January 1, 1970 (Vol. , No. )
In the October 1 issue of GEN I wrote a review of the impact of genomics in diagnostics and the potential of companion diagnostics or the synergy of diagnostics with therapeutics. Biomarkers will continue to be a hot topic.
Recent scientific developments in genomics and the success of companies such as Myriad Genetics (MYGN) and Genomic Health (GHDX) is the beginning of a trend where better diagnostics (such as biomarkers) will bring more cost effective targeted therapeutics. At Monday’s BIO Breakout Session at 4 pm, a packed room of over 100 scientists and business executives were seeking solutions as to how biomarkers might evolve. The panel moderator Eileen Smith Ewing of K&L/Gates queried entrepreneur Mara Aspinwall, former President of Genzyme Genetics, and Bob Goodenow, President and CEO of Syndax, a cancer therapy company both who believe in the opportunity for the sector.
The subject proved to be quite daunting because of the regulatory issues, clinical study requirements and business model differences between pharma and diagnostics. The FDA provided limited guidelines in 2005 under 21 CFR 3.2(e) that offered the option to pursue a combo biomarker test with a drug or as a stand-alone. The clinical studies and regulatory pathway is infinitely more complex with the “combo test” moreover a business partnership must also be structured. The best market opportunities were thought to be in cancer and infectious disease. For example there is already a demonstrated need for biomarkers with HER2 for colon cancer. There are a number of successful business models that link diagnostics and drugs but not with molecular tests.
A brief case study that can help elucidate the advantages of Dx/Rx linkage is that of that of bone metabolism drugs such as Fosamax (Merck) for osteoporosis and diagnostic bone x-rays (densitometry), which was a marketing and clinical win for both sides. The success was due to the need for a baseline bone measurement in order to prescribe Fosamax a drug that helps reduce bone loss. Key points were the high reimbursement for the diagnostic x-ray in excess of $150 and the strong marketing collaboration among the players.
The conspiracy theory surrounding biomarker development is that the drug companies are stalling on companion diagnostics because they don’t want to run the risk of delaying drug development or having to share royalties with a Dx partner. Moreover it was pointed out that drugs in general are only 30-60% effective so it might expose the weak efficacy of some drugs. (There were no large pharmaceutical companies on the panel but many in the audience). Nonetheless many large drug companies are implementing this strategy such as Roche.

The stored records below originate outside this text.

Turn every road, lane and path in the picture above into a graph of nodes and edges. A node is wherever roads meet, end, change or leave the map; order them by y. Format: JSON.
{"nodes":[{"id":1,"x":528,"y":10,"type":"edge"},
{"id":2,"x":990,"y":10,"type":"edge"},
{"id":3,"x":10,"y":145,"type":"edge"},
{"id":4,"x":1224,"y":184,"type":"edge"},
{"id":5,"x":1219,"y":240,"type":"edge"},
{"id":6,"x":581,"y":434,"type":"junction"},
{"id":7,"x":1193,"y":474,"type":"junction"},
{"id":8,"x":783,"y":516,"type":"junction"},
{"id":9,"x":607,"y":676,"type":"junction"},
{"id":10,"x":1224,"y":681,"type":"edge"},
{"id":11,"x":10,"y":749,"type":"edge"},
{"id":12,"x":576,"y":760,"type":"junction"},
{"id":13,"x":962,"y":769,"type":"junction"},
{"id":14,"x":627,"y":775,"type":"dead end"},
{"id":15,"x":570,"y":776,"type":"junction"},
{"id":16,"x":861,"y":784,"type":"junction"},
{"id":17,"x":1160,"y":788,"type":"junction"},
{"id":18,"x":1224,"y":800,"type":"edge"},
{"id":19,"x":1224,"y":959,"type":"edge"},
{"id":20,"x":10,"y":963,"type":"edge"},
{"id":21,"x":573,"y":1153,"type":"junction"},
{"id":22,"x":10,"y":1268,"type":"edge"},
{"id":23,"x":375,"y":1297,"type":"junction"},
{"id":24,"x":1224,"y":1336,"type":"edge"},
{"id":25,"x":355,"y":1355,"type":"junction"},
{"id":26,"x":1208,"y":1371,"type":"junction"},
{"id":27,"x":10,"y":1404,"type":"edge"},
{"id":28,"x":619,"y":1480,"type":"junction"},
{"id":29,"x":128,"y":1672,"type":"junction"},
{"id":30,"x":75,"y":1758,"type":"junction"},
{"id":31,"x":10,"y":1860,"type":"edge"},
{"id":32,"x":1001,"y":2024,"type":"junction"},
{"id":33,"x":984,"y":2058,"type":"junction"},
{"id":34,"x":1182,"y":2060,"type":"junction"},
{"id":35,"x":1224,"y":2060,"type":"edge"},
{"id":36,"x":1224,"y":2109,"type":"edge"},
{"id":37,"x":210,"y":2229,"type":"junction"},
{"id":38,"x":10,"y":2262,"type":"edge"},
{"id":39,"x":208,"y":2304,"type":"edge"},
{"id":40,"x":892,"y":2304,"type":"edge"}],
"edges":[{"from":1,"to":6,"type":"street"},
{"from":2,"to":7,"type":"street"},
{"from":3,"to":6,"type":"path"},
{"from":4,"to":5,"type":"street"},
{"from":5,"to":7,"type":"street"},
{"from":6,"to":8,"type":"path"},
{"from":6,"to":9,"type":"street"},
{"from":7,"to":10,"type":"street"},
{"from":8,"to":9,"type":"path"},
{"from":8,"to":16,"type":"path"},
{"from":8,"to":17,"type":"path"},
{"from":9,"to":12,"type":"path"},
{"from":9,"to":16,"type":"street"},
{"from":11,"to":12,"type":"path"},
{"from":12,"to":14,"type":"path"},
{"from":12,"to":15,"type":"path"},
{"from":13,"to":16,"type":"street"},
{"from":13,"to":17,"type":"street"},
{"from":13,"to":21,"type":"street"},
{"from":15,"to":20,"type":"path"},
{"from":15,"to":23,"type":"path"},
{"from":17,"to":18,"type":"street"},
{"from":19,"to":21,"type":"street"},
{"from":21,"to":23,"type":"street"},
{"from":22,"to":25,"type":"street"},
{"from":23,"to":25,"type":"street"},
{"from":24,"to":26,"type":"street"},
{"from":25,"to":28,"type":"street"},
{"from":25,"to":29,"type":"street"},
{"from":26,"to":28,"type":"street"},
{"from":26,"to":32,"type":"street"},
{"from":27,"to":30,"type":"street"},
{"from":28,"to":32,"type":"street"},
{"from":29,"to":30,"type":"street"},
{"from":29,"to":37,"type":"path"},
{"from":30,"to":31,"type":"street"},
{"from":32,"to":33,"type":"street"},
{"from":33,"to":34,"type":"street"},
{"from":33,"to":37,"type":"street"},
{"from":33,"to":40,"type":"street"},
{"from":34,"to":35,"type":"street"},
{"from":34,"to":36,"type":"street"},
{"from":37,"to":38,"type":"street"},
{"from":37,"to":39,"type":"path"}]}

With current biotechnology drugs in the cancer area two markers have shown promise: the HER2 test used with Herceptin therapy and the Kras test used with Erbitux. These genetic tests can identify patients who are likely to be best responders with these drugs.
Some of the issues summarized by both Goodenow and Aspinwall that are key to the linkage of drugs and diagnostics:
1.) Valuable patient samples obtained by drug companies can be provided to biomarker studies to validate clinical utility and efficacy.
2.) Higher reimbursement of biomarker diagnostics in the long run would spur development and help prove drug efficacy.
3.) Drugs may actually be approved sooner with good biomarker data.
4.) A new regulatory pathway and standard may be needed for biomarkers because the current system of PMA’s and 510k’s does not fit.
5.) Drug pricing and reimbursement models can be tailored based upon survival or efficacy data.
6.) Biomarker test revenue will not accelerate without citation in the drug label as a clinical requirement.
7.) The current business model might need modification such as the Rx company managing the distribution of a biomarker.
8.) With the exception of a few large integrated Dx/Rx companies there is business culture conflict between Dx and Rx.
9.) Support for use of biomarkers have come from ASCO and European regulatory authorities.
There are many sources of information on biomarkers and this year’s BIO has several sessions. For example Kevin Wang, CSO of Banyan Biomarkers, will present neuroproteomic and systems biology based tests for traumatic brain injury. Over 200 molecular biomarkers are in various stages of development and data is being published on their ability to predict therapeutic response. The collaboration and clinical linkage of diagnostics and therapeutics for safer and more effective drugs is intuitive and inevitable.